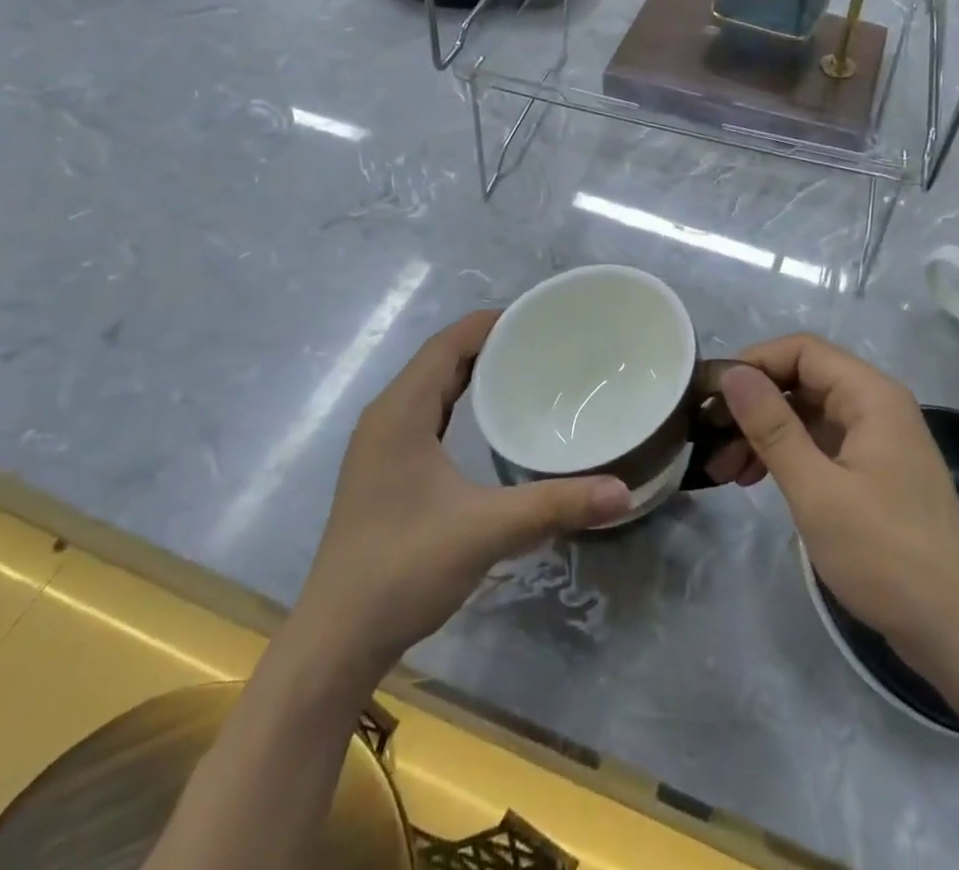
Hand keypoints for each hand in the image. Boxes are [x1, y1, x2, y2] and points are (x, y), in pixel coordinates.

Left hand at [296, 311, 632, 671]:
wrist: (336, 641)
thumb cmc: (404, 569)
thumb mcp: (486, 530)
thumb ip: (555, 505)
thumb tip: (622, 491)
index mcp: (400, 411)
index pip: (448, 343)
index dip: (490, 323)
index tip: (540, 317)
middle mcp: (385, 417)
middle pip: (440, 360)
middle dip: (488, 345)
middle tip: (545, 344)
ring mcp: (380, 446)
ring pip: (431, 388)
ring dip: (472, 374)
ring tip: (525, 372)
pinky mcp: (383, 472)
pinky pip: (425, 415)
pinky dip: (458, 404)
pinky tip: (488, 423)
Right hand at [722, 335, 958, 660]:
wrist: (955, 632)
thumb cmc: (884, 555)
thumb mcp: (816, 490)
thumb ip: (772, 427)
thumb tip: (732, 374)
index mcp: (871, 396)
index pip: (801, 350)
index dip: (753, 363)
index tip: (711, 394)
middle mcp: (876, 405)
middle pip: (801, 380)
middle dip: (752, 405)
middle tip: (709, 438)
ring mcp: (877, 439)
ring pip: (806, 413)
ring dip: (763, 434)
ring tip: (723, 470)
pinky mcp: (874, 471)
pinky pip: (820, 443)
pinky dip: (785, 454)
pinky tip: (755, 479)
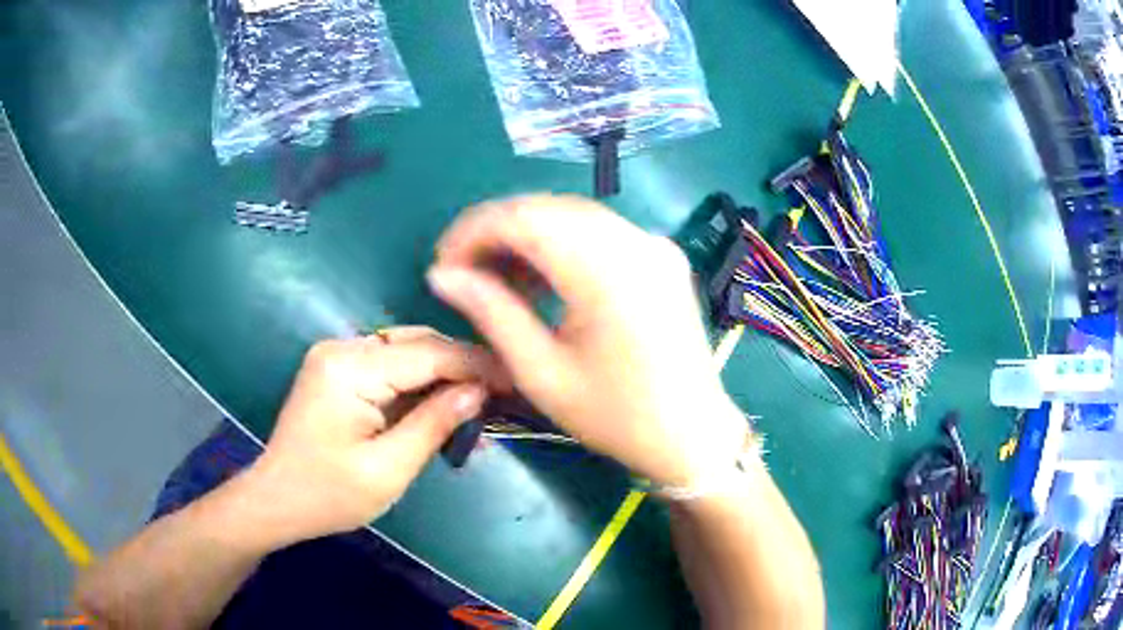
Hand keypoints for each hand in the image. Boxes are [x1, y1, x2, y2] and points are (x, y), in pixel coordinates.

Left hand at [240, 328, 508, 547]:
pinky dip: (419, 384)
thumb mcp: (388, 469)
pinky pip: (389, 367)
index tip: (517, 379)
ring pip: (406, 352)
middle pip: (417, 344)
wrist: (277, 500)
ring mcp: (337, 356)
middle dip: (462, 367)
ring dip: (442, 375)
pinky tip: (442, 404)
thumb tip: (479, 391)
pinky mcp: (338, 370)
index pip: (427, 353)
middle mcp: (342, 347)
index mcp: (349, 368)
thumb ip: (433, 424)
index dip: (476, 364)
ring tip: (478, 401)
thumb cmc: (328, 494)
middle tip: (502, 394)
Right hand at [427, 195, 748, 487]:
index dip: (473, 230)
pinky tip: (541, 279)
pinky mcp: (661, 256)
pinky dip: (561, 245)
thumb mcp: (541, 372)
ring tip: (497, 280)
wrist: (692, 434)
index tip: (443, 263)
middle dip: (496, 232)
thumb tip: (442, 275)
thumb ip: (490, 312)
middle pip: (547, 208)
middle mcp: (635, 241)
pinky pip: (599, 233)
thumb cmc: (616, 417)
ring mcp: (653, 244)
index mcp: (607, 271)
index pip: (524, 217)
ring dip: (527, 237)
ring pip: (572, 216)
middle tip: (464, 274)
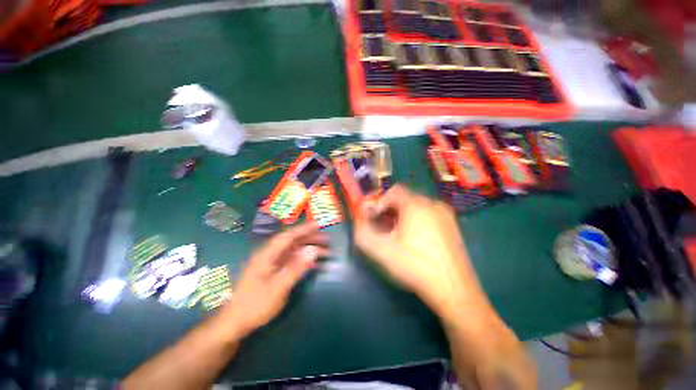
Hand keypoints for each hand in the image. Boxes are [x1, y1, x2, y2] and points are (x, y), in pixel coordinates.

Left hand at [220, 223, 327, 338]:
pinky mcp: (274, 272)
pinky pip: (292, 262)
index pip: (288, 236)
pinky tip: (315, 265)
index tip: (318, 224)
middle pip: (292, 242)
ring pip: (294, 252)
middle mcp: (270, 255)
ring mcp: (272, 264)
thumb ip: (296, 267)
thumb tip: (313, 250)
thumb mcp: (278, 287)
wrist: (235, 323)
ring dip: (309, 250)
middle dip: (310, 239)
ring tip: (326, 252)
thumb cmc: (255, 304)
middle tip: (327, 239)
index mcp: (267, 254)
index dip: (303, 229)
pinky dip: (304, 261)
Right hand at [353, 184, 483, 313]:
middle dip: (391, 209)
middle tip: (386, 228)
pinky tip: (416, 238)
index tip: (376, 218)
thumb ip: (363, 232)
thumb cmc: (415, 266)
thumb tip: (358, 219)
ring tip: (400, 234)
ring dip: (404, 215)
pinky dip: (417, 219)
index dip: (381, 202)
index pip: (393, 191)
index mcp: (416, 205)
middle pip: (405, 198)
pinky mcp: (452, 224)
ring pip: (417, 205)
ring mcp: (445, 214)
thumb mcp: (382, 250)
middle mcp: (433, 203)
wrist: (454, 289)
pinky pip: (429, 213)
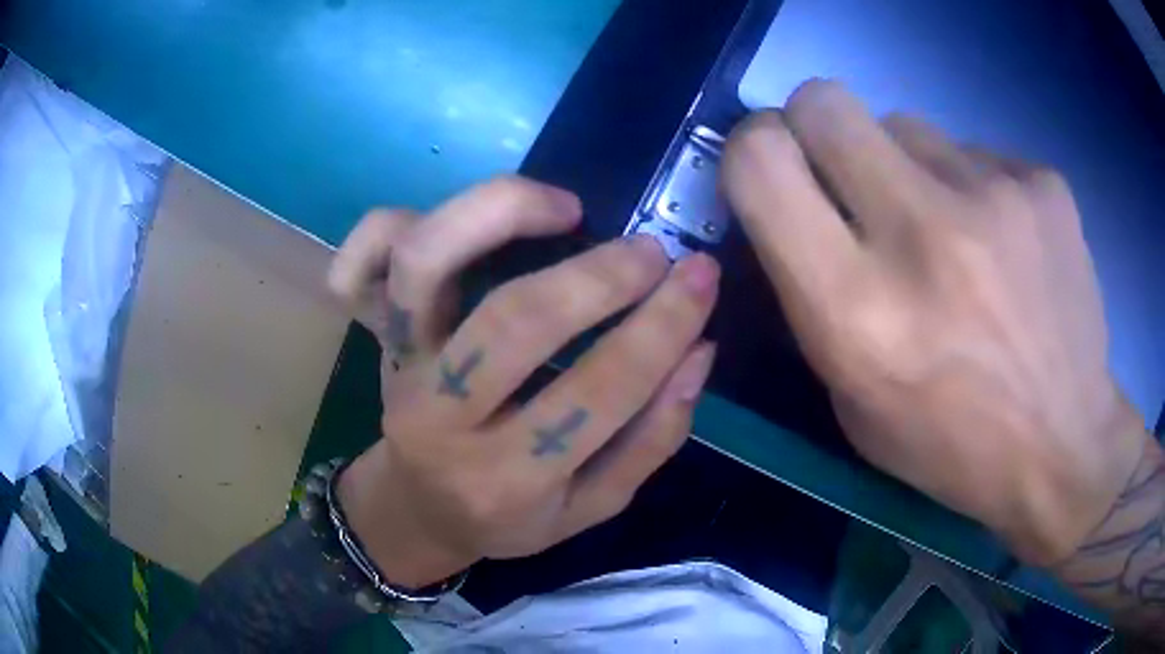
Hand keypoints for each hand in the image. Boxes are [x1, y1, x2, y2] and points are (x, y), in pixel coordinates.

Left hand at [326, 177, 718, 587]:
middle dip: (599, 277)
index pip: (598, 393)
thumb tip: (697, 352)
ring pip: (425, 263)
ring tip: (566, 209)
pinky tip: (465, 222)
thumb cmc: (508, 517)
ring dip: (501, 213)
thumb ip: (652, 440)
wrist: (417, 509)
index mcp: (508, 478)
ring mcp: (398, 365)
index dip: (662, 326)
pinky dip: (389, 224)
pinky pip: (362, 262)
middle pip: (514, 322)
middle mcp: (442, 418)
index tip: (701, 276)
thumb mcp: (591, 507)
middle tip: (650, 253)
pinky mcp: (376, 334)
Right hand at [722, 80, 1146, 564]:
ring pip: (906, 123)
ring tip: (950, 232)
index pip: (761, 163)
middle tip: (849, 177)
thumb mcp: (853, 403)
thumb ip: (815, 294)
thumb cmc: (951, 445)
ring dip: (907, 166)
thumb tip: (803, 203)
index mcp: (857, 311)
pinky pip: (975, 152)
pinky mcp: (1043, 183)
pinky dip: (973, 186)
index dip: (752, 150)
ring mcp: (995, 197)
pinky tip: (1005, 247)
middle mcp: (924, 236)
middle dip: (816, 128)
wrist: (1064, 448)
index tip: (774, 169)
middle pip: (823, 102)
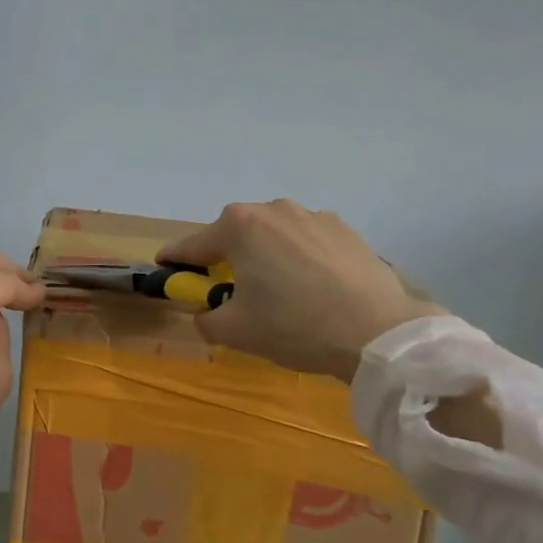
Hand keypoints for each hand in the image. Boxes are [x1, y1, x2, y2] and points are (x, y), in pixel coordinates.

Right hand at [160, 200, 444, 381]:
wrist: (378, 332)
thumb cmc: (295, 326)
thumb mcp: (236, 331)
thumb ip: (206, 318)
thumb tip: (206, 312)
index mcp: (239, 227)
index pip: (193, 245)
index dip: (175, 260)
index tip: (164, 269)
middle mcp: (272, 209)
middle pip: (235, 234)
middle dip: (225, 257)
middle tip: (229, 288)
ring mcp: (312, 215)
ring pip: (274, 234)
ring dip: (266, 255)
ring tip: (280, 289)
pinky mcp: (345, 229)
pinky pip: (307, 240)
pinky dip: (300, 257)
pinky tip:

* _What you need to do_
With the pictures left out, output exactly the lines from the one with "wrist: (417, 509)" through the end of the listing above, both ends included.

* _Output for this task_
wrist: (417, 509)
index mcp: (508, 478)
ring mcp: (398, 365)
index dip: (662, 326)
pinky dip: (389, 224)
pinky pip: (362, 262)
middle pip: (514, 322)
middle mcp: (442, 418)
index tip: (701, 276)
thumb mcp: (591, 507)
middle tip: (650, 253)
pinky mcp: (376, 334)
Right hand at [722, 80, 1146, 564]:
ring pip: (906, 123)
ring tip: (950, 232)
index pip: (761, 163)
middle tip: (849, 177)
thumb mcp: (853, 403)
thumb ip: (815, 294)
thumb cmc: (951, 445)
ring dip: (907, 166)
thumb tip: (803, 203)
index mcp: (857, 311)
pinky pip: (975, 152)
pinky mcp: (1043, 183)
pinky dip: (973, 186)
index dip: (752, 150)
ring mcp: (995, 197)
pinky tip: (1005, 247)
middle mcp: (924, 236)
middle dip: (816, 128)
wrist: (1064, 448)
index tip: (774, 169)
middle pip: (823, 102)
Hand keypoints for each hand in the image. Boxes are [x1, y1, x2, y2] and points are (x, y), in pixel coordinates.

Right hand at [160, 200, 444, 381]:
wrist: (378, 332)
thumb cmc: (295, 326)
thumb mcp: (236, 331)
thumb ip: (206, 318)
thumb tip: (206, 312)
index mcp: (239, 227)
index pip: (193, 245)
index dip: (175, 260)
index tip: (164, 269)
middle mcp: (272, 209)
middle pip: (235, 234)
middle dip: (225, 257)
middle tip: (229, 288)
ring mcp: (312, 215)
ring pip: (274, 234)
ring dip: (266, 255)
ring tip: (280, 289)
pinky mcp: (345, 229)
pinky pip: (307, 240)
pinky dip: (300, 257)
pinky tip:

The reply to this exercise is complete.